Women of childbearing age with MS can usually have safe, healthy pregnancies. Knowing what to expect can help you feel prepared. MS can impact pregnancy, delivery, and the postpartum period.
During pregnancy, it is important to talk to your doctor and take preventative measures to maintain your health and immune system. Closely monitor the impact pregnancy is having on your MS. Common MS symptoms, such as fatigue, can worsen during or after pregnancy. Get plenty of rest, simplify day-to-day activities, and avoid stress whenever possible.
Women who have trouble walking may encounter more difficulties during late pregnancy as they become heavier and their center of gravity shifts. Discuss with your doctor whether assistive devices like walkers or wheelchairs could be helpful during this time.
Women with MS may have lower levels of vitamin D during pregnancy and postpartum. It is recommended that women talk to their doctor about being evaluated and treated for vitamin D deficiency prior to pregnancy. In addition, like all women seeking to become pregnant, those with MS should follow their doctor's advice about taking prenatal vitamins and folic acid.
Currently, there is no evidence that receiving an MRI scan is harmful to the fetus during pregnancy, but MRI using gadolinium should be avoided during pregnancy due to a possible risk of rheumatological, inflammatory, or infiltrative skin conditions and of stillbirth or neonatal death.
Use of assisted reproductive technologies, such as in vitro fertilization, is associated with an increased risk of MS relapse.
If you have an acute MS relapse during pregnancy, it is important to contact your doctor. Based on available data, relapses during pregnancy can be treated, and recommended treatments vary by trimester.
Studies have shown that intravenous immunoglobulin (IVIG) is safe throughout pregnancy and is therefore preferred for the first trimester. Steroids have been used safely in the second and third trimesters.
Other medications used to manage MS, such as disease-modifying therapies, may not be appropriate — depending on whether a woman is pregnant or not. Some MS therapies can cause birth defects, while others do not. Research has shown that use of a disease-modifying therapy is associated with a lower risk of postpartum relapse. As always, follow your doctor's advice regarding treating relapses.

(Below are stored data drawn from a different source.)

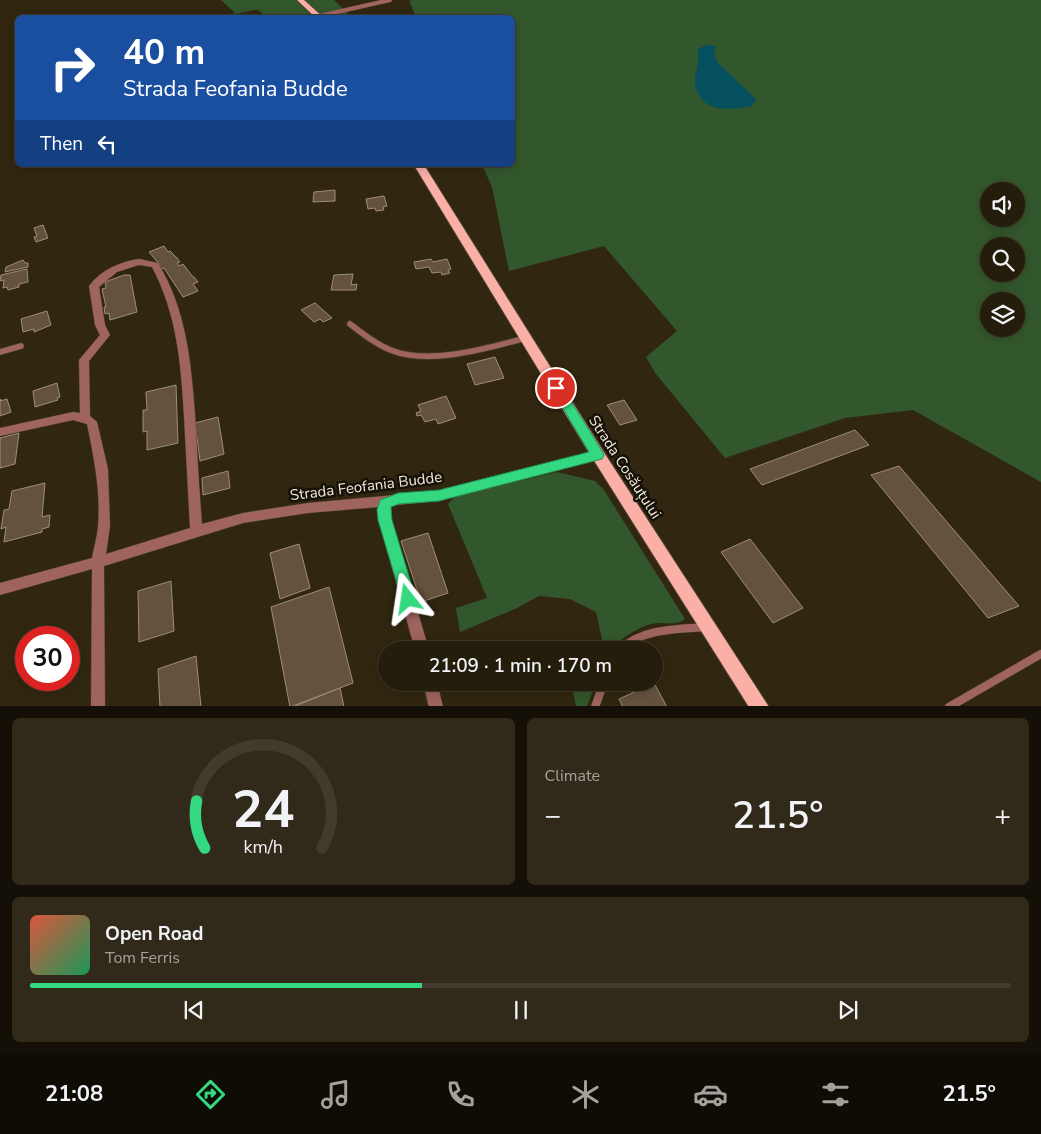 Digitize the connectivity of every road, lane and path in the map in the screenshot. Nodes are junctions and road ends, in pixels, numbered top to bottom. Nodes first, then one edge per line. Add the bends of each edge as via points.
1 (300, 0) edge
2 (390, 0) edge
3 (318, 15) edge
4 (328, 15) edge
5 (420, 167) edge
6 (350, 324) dead end
7 (526, 338) junction
8 (20, 346) dead end
9 (0, 352) edge
10 (85, 418) junction
11 (0, 432) edge
12 (598, 455) junction
13 (398, 498) junction
14 (196, 531) junction
15 (98, 562) junction
16 (0, 589) edge
17 (709, 627) junction
18 (419, 641) edge
19 (628, 641) edge
20 (1041, 654) edge
21 (432, 691) edge
22 (600, 691) edge
23 (98, 706) edge
24 (436, 706) edge
25 (594, 706) edge
26 (760, 706) edge
27 (949, 706) edge

1 - 3 main road
2 - 4 lane
5 - 7 main road, Strada Cosăuțului
6 - 7 lane via 375,342 401,354 428,356
7 - 12 main road, Strada Cosăuțului
8 - 9 lane
10 - 11 street via 73,416
10 - 14 street via 84,360 105,335 100,325 94,286 110,272 139,262 155,265 179,322 186,358
10 - 15 street via 92,422 102,468 104,526
12 - 13 street, Strada Feofania Budde via 439,496
12 - 17 main road, Strada Cosăuțului
13 - 14 street, Strada Feofania Budde via 243,518
13 - 18 street via 385,504 383,510
14 - 15 street, Strada Feofania Budde
15 - 16 street, Strada Feofania Budde
15 - 23 street
17 - 19 lane via 664,630
17 - 26 main road, Strada Cosăuțului
20 - 27 lane
21 - 24 street
22 - 25 lane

MS can lead to increased risk for certain birth complications, so it is important to plan ahead. Some studies have reported lower birth weights in babies born to women with MS compared with the general population. However, other studies have not reported this finding.
Women with MS are not adversely affected by general anesthesia and epidurals. Women with MS may require a cesarean section (C-section) due to MS-related symptoms, such as fatigue, muscle stiffness, slower progression of labor, or pelvic-organ dysfunction.
Talk to your OB-GYN about your MS diagnosis and what you can do to plan ahead for your delivery.
It is important to prioritize yourself and your health while taking care of a new baby. Set realistic expectations for yourself and lean on family and friends when you need to.
Fatigue is common among new parents. It is important to set realistic expectations for yourself, as common daily activities can now become unmanageable. Don’t feel guilty or disappointed if you have trouble managing your daily activities. Give yourself permission to lean on others for help.
Parents with MS should plan for help with child care, especially if they have older kids in the house. Work with family members, friends, neighbors, or other parents in your community and establish a list of people you can call when you need alternate child care.
Research has shown that pregnancy does not impact long-term disability in MS.
For most women with MS, the relapse rate is lower during pregnancy, particularly in the third trimester. This can be followed by a higher risk of relapse in the postpartum period. (For women who have had miscarriages, the risk of MS relapse is also increased for the first year after, in comparison to the year before that pregnancy.)
It is important to plan ahead and discuss with your doctor when to restart treatment. Work with your spouse and loved ones to set up a support schedule to ensure you will have the helping hands you need. It is important to take care of your family without jeopardizing your own health.
In women with MS, breastfeeding does not seem to have an adverse effect on the rate of relapses or the progression of disability. Ask your neurologist about using disease-modifying therapies to treat your MS while you are breastfeeding.
Postpartum depression is feeling sad, hopeless, or empty for more than two weeks after giving birth. It may include other symptoms of depression, like mood swings, reduced concentration, or trouble sleeping. If you find yourself with strong feelings of sadness that make it hard for you to take care of yourself or your baby, talk to your doctor. Postpartum depression is a medical condition that requires treatment to get better.